Last edited by Grief; February 7th, 2008 at 06:43 PM.
being a rookie myself, you did a lot better than i did on my first digital. and considering most of griefs work ( im saying this respectfully, hes better than i am with all that art lingo .. composition..etc etc.. )is 3-4 colors, his work pencil, paint etc, imo, are flat and dull as well. But try useing complementary colors on the skin and grass, it helps to add depth. when you think something is done, walk away for an hour n come back to it. youll see things you didnt before with fresh eyes. i wanna see more! undead babies ftw!
i'll reword my previous post into a more simple translation:
learn to see color. it doesnt matter if you're using a digital application or traditional oil/acrylic/watercolor paint. i was trying to explain that i didnt feel the background was working with the figure. i'd like to see more color from the background brought onto the figure to make it feel more cohesive. right now they feel seperate.
the second point i made was to use more color in your shadows and highlights. do not use black. using black is a bad habit to rely on. i suggested setting up a still-life of simple objects so that you could study firsthand the ojects and see the color. working from life is the best way to learn to see. inventing (stylized) figures and working from photographs are all based from the pricnciples you'll learn from drawing from life. i know it's not as much fun as coloring your line-art illustrations, and you may wonder why it seems everyone starts with drawing fruit, but there's a very good reason for it. if you want to learn to paint more effectively and utilize stroke, edge, color, contour, volume, etc. you should start with studies from life.
visit the Painter subforum on the main page, if you have any technical questions about using the application, that's where you'll go to ask and find your answer.
grief gtfo and leave this to me, ur such a noob
(OBVIOUSLY kidding )
Just stopped in top reiterate the problem; the item doesn't fit with the bg OR the lighting, simple as that. Listen to what Grief says.
Honestly, I've gotten great crits from people who were less skilled than me. Accept critiques when they're valid. You figure out which are and which aren't by sticking around and recieving tons of them.
Welcome to CA. Expect more of the same.
Better to post your works then.
No matter if this is your first or last time, people will give you critiques. Why? because on CA we don't focus about how good you we are, we focus in how much can we improve.
And all in all, if you read what he said, with more attention than you use when write, i believe you'll learn lots of good things.
cool, how long did it take?
thenks for the comments guys il take it in maind .
grief i didnt mean to discredit you or somthing i lithrelly didnt understand you and il use what yoused ebout still art
and belive me guys i take evry comment to attention and try to learn from it
the overoll work took me ebout 4 hours
This is a pretty good first post. It's hard to critique someone like this, because it's hard to gauge what is the most important thing to comment on, and what advice you'd find most valuable. That being said, there are things that you can keep in mind that would improve what you've got here, and not require you to rewire your style.

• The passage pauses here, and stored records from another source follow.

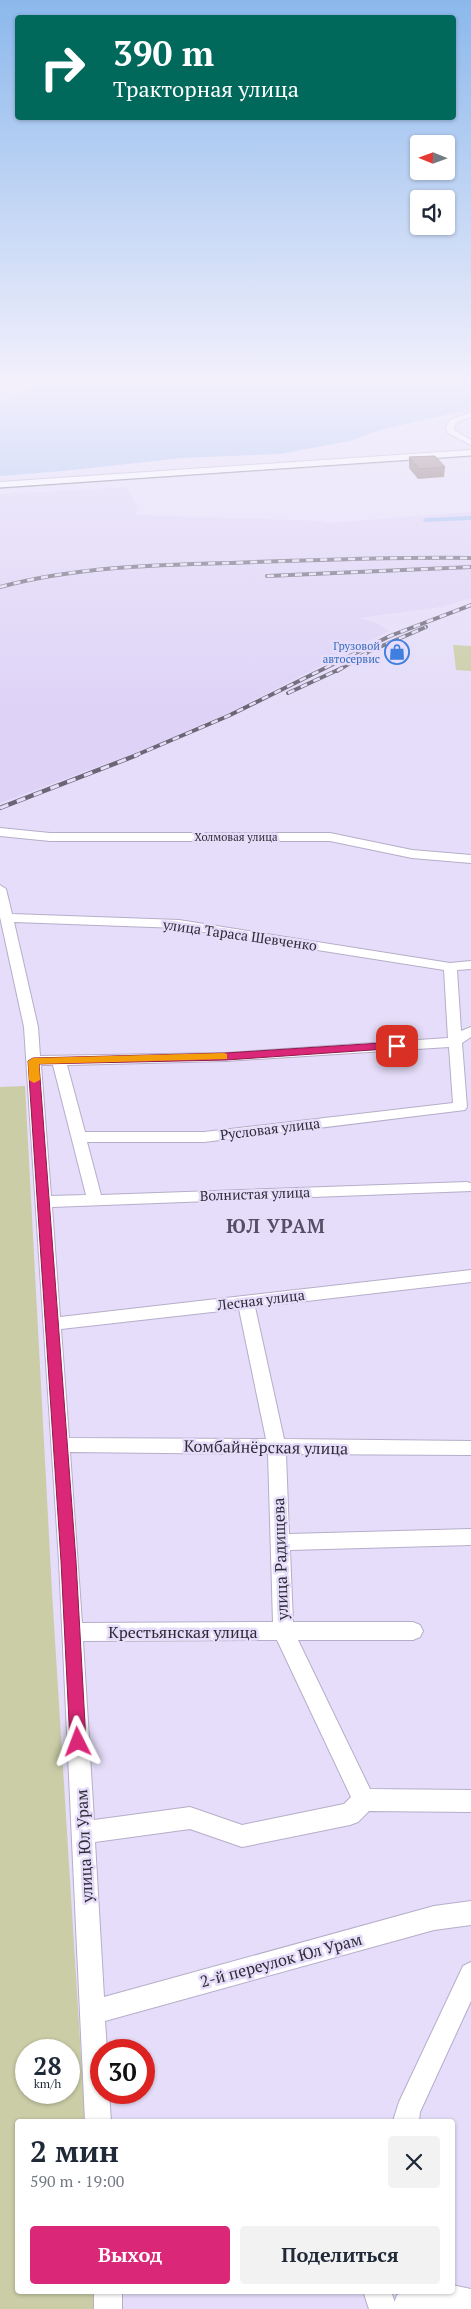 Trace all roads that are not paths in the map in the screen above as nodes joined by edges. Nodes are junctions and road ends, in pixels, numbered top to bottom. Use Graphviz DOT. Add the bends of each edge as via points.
graph roads {
  1 [pos="0,832"];
  2 [pos="471,859"];
  3 [pos="0,889"];
  4 [pos="8,918"];
  5 [pos="471,966"];
  6 [pos="450,967"];
  7 [pos="471,1031"];
  8 [pos="454,1042"];
  9 [pos="59,1060"];
  10 [pos="33,1061"];
  11 [pos="78,1137"];
  12 [pos="467,1187"];
  13 [pos="94,1200"];
  14 [pos="43,1202"];
  15 [pos="471,1276"];
  16 [pos="246,1302"];
  17 [pos="52,1324"];
  18 [pos="60,1445"];
  19 [pos="277,1447"];
  20 [pos="471,1448"];
  21 [pos="471,1537"];
  22 [pos="280,1542"];
  23 [pos="413,1631"];
  24 [pos="72,1632"];
  25 [pos="282,1632"];
  26 [pos="364,1800"];
  27 [pos="471,1801"];
  28 [pos="83,1833"];
  29 [pos="471,1913"];
  30 [pos="471,1974"];
  31 [pos="93,2012"];
  32 [pos="98,2119"];
  33 [pos="406,2119"];
  34 [pos="108,2294"];
  35 [pos="379,2294"];
  36 [pos="471,2308"];
  37 [pos="108,2309"];
  38 [pos="383,2309"];
  39 [pos="411,2309"];
  1 -- 2 [label="street, Холмовая улица" via="50,837 330,837 412,854"];
  3 -- 4 [label="street, улица Юл Урам"];
  4 -- 6 [label="street, улица Тараса Шевченко" via="179,924"];
  4 -- 10 [label="street, улица Юл Урам" via="31,1026"];
  5 -- 6 [label="street, улица Тараса Шевченко"];
  6 -- 8 [label="street"];
  7 -- 8 [label="street"];
  8 -- 9 [label="street" via="226,1057"];
  8 -- 11 [label="street, Русловая улица" via="460,1107 204,1137"];
  9 -- 10 [label="street"];
  9 -- 11 [label="street"];
  10 -- 14 [label="street, улица Юл Урам"];
  11 -- 13 [label="street"];
  12 -- 13 [label="street, Волнистая улица"];
  13 -- 14 [label="street, Волнистая улица"];
  14 -- 17 [label="street, улица Юл Урам"];
  15 -- 16 [label="street, Лесная улица"];
  16 -- 17 [label="street, Лесная улица"];
  16 -- 19 [label="street, улица Радищева"];
  17 -- 18 [label="street, улица Юл Урам"];
  18 -- 19 [label="street, Комбайнёрская улица"];
  18 -- 24 [label="street, улица Юл Урам"];
  19 -- 20 [label="street, Комбайнёрская улица"];
  19 -- 22 [label="street, улица Радищева"];
  21 -- 22 [label="street"];
  22 -- 25 [label="street, улица Радищева"];
  23 -- 25 [label="street, Крестьянская улица"];
  24 -- 25 [label="street, Крестьянская улица"];
  24 -- 28 [label="street, улица Юл Урам"];
  25 -- 26 [label="street, улица Радищева"];
  26 -- 27 [label="street"];
  26 -- 28 [label="street" via="350,1814 242,1836 190,1818"];
  28 -- 31 [label="street, улица Юл Урам"];
  29 -- 31 [label="street, 2-й переулок Юл Урам" via="434,1918"];
  30 -- 33 [label="street"];
  31 -- 32 [label="street, улица Юл Урам"];
  34 -- 37 [label="street"];
  35 -- 38 [label="street"];
  36 -- 39 [label="main road" via="441,2304"];
} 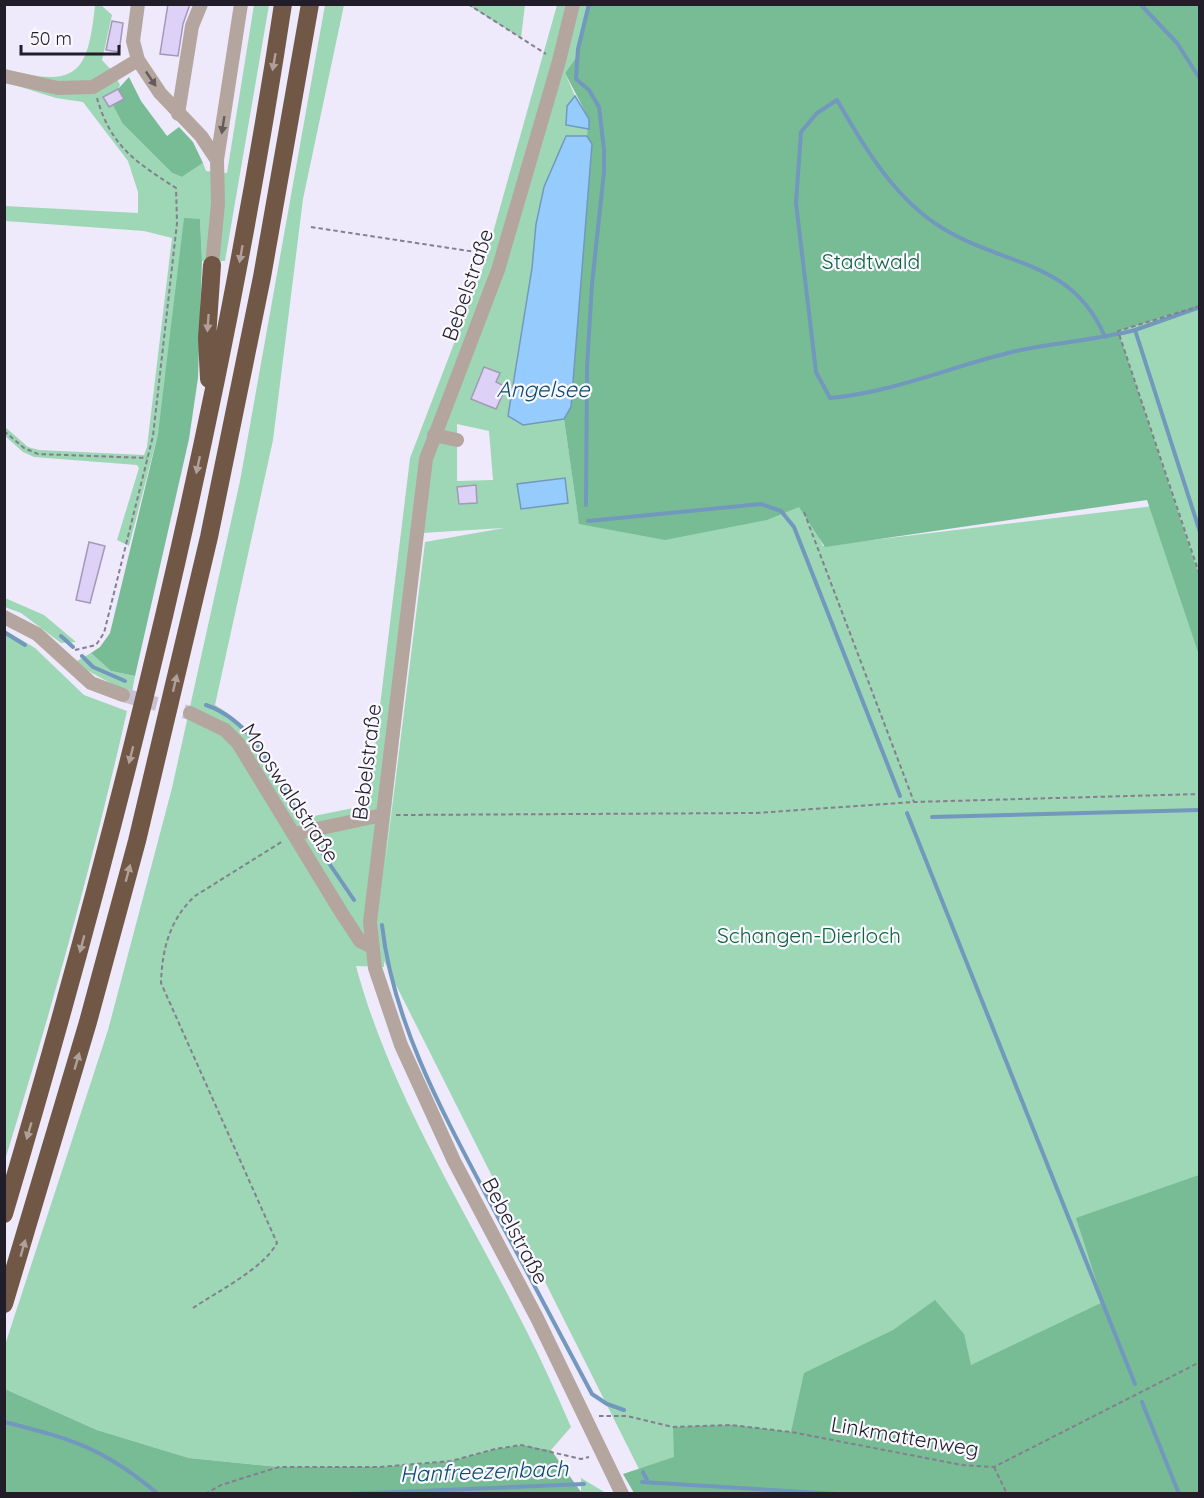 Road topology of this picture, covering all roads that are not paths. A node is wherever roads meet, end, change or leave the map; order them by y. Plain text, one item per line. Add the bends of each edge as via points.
1 (138, 4) edge
2 (201, 4) edge
3 (241, 4) edge
4 (283, 4) edge
5 (310, 4) edge
6 (573, 4) edge
7 (138, 60) junction
8 (4, 76) edge
9 (178, 114) junction
10 (217, 160) junction
11 (212, 265) joint
12 (210, 408) junction
13 (434, 435) junction
14 (457, 440) dead end
15 (4, 617) edge
16 (123, 695) tunnel mouth
17 (190, 713) tunnel mouth
18 (382, 815) junction
19 (294, 834) junction
20 (341, 912) junction
21 (370, 922) junction
22 (372, 946) junction
23 (4, 1214) edge
24 (4, 1304) edge
25 (622, 1494) edge

1 - 7 street via 133,41
2 - 9 street via 192,26
3 -> 10 street
4 -> 12 highway via 238,271
24 -> 5 highway via 137,841 201,572 262,277
6 - 13 street, Bebelstraße via 498,270
7 - 8 street via 93,87 58,88
7 -> 9 street
9 - 10 street via 201,136
10 - 11 street via 218,204
11 -> 12 highway via 207,338
12 -> 23 highway via 112,837
13 - 14 street
13 - 18 street, Bebelstraße via 426,459
15 - 16 street via 37,634 91,683
17 - 19 street, Mooswaldstraße via 225,730 238,743
18 - 19 street
18 - 21 street, Bebelstraße
19 - 20 street, Mooswaldstraße
20 - 21 street
20 - 22 street, Mooswaldstraße via 360,941
21 - 22 street, Bebelstraße
22 - 25 street, Bebelstraße via 383,998 410,1065 454,1161 537,1318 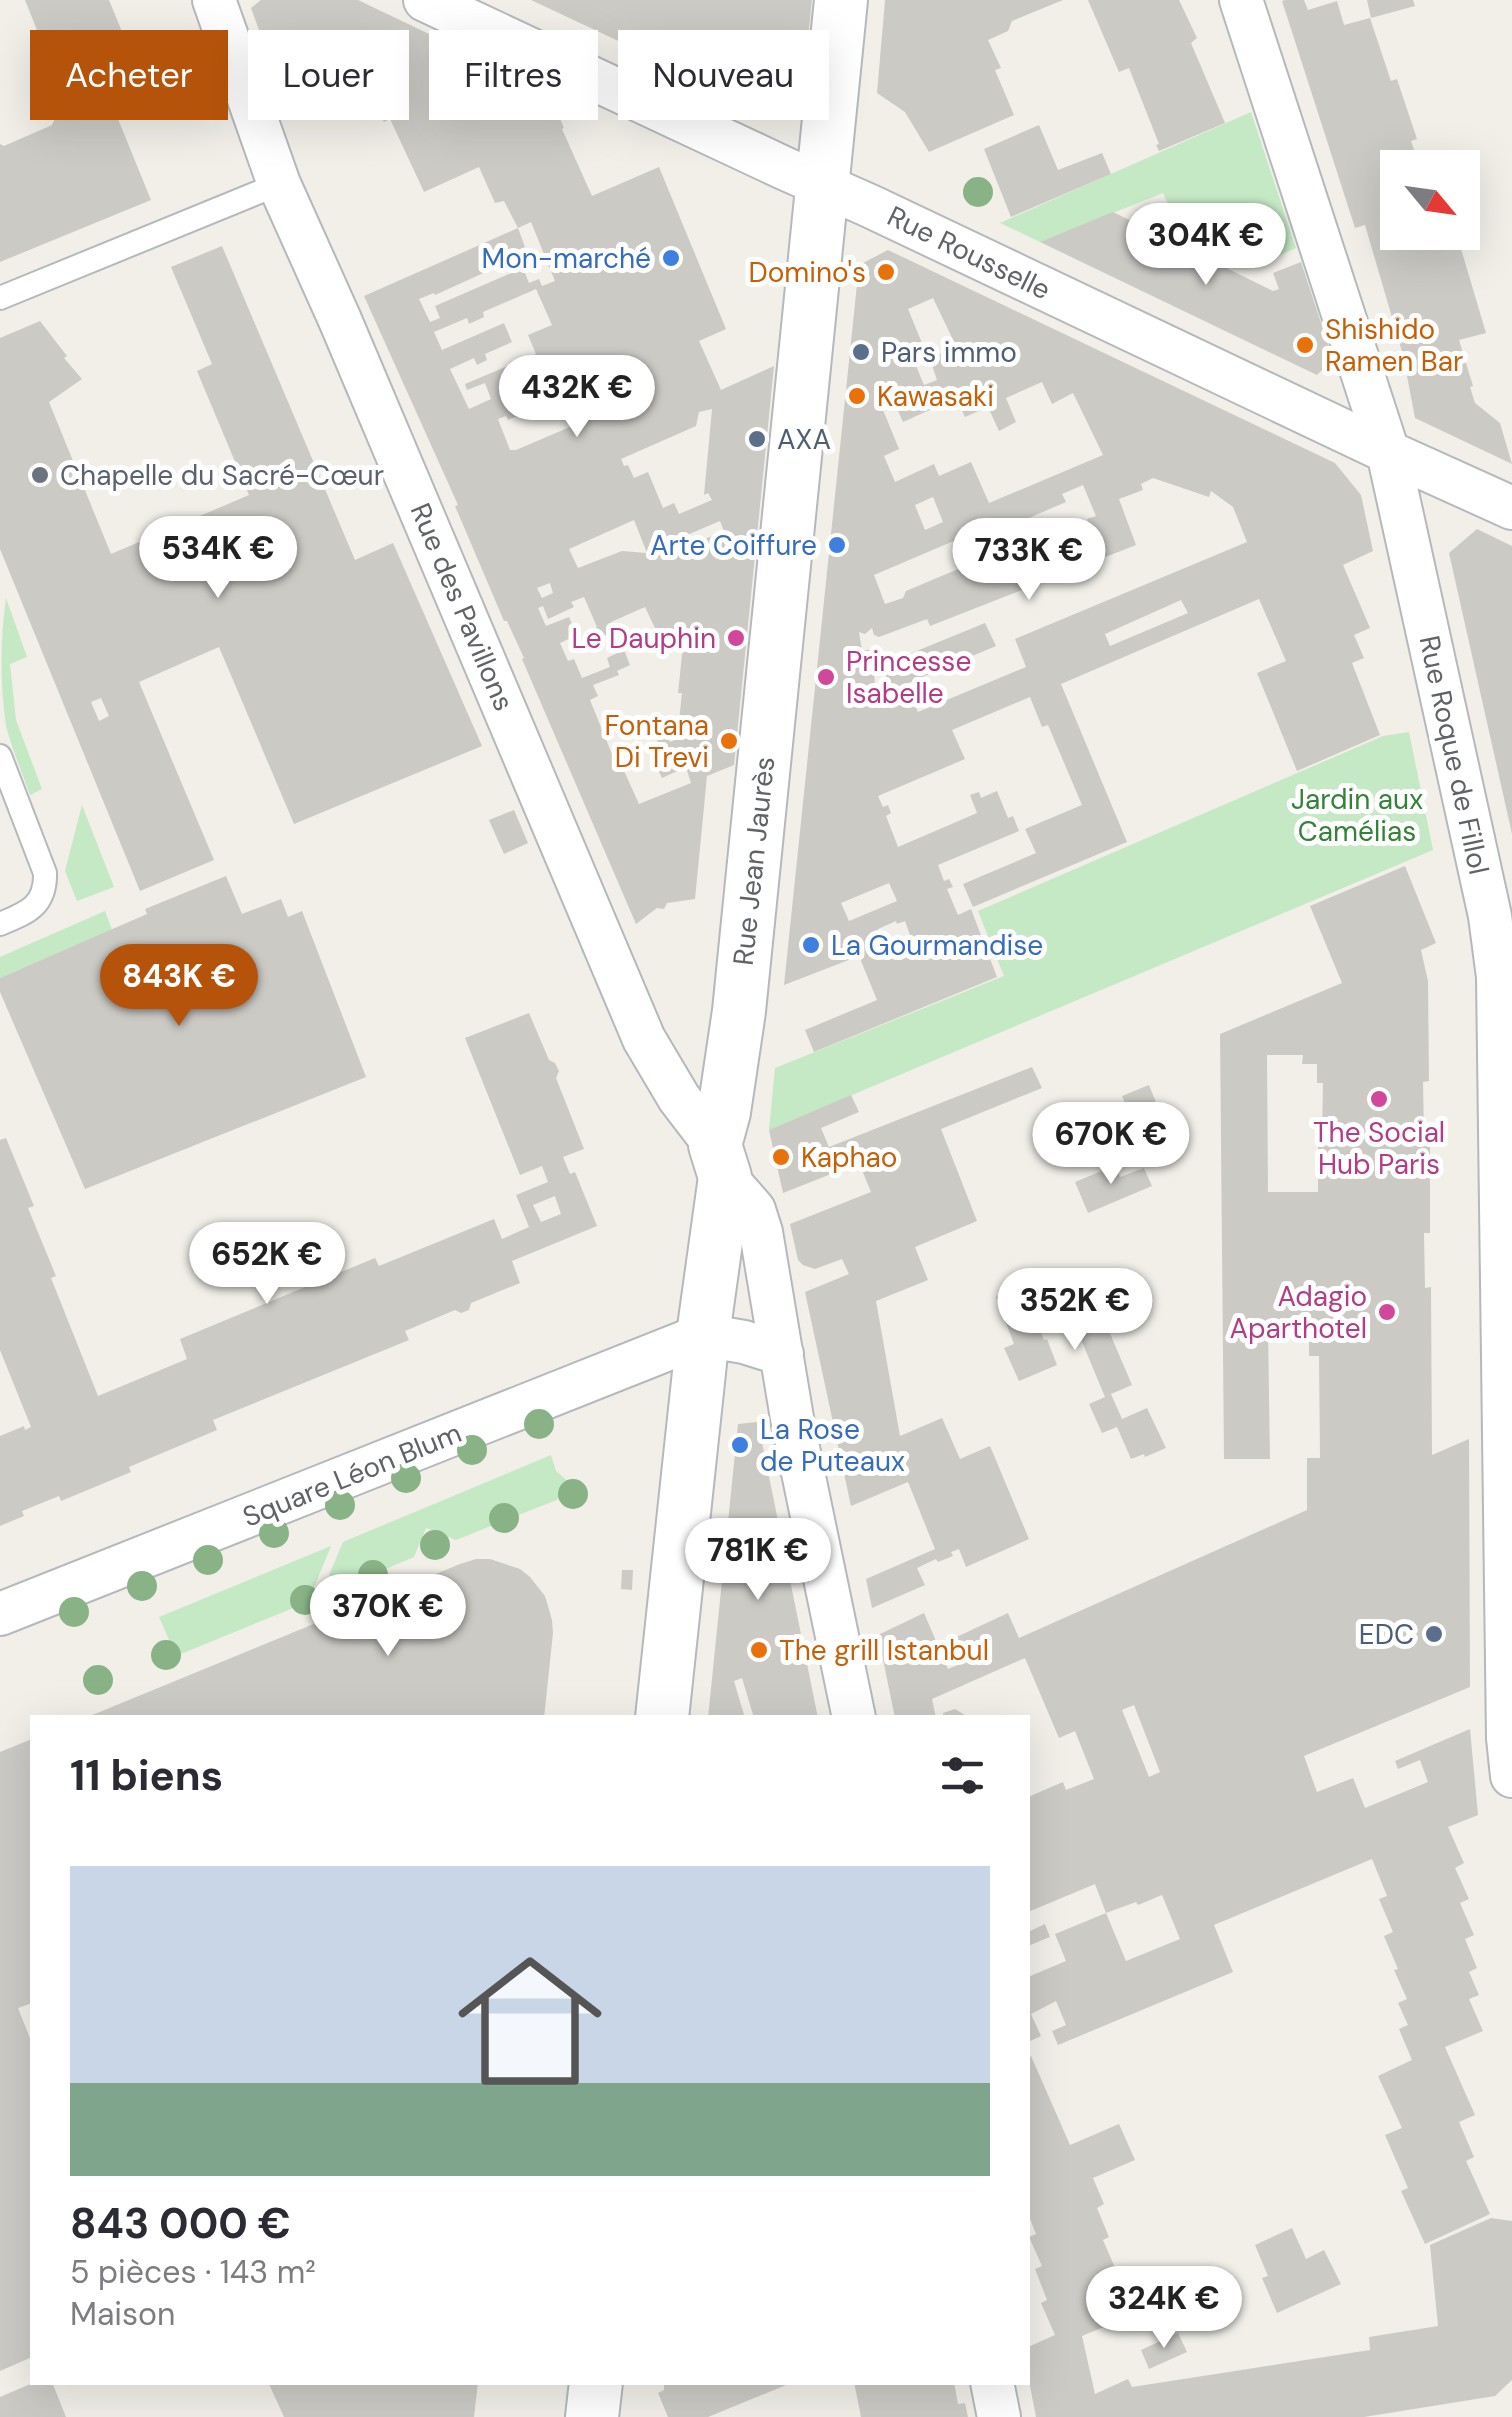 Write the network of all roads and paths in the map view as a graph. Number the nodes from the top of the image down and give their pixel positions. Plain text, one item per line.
1 (214, 0) edge
2 (424, 0) edge
3 (840, 0) edge
4 (1241, 0) edge
5 (279, 184) junction
6 (822, 185) junction
7 (0, 298) edge
8 (1388, 452) junction
9 (1512, 508) edge
10 (0, 756) edge
11 (0, 924) edge
12 (720, 1161) junction
13 (703, 1334) junction
14 (782, 1354) junction
15 (0, 1614) edge
16 (662, 1715) edge
17 (853, 1715) edge
18 (1510, 1725) edge
19 (1512, 1776) edge
20 (596, 2385) edge
21 (993, 2385) edge
22 (592, 2417) edge
23 (999, 2417) edge

1 - 5 street, Rue des Pavillons
2 - 6 street, Rue Rousselle
3 - 6 street, Rue Jean Jaurès
4 - 8 street, Rue Roque de Fillol
5 - 7 lane
5 - 12 street, Rue des Pavillons
6 - 8 street, Rue Rousselle
6 - 12 street, Rue Jean Jaurès
8 - 9 street, Rue Rousselle
8 - 18 street, Rue Roque de Fillol
10 - 11 lane
12 - 13 street, Rue Jean Jaurès
12 - 14 street, Rue des Pavillons
13 - 14 street
13 - 15 street, Square Léon Blum
13 - 16 street, Rue Jean Jaurès
14 - 17 street, Rue des Pavillons
18 - 19 street, Rue Roque de Fillol
20 - 22 street
21 - 23 street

1- LINE QUALITY: the character is cool. I like the design, but your line quality is holding it back a little. Black linework flattens an image, stripping it of the form that you have created with your values and color. Consider using colored linework. For the skin, chose a color that is darker or lighter than the character, but part of the same color family. Look at some cartoons and see how they're using line color to convey an object's borders, and help it pop.
2- BACKGROUND: The flat sky in the BG doesn't help give a sense of depth or atmosphere. In a graveyard? Where's the fog, mist, atmospheric haze? The character pops out due to it being brighter and warmer, but you can do a lot with the environment that can support what you're doing with the character.
Those are just a couple things that you can keep in mind when you're doing this stuff. The mastery of the paintbrushes and techniques will grow as you practice and get used to the software. Keep it up!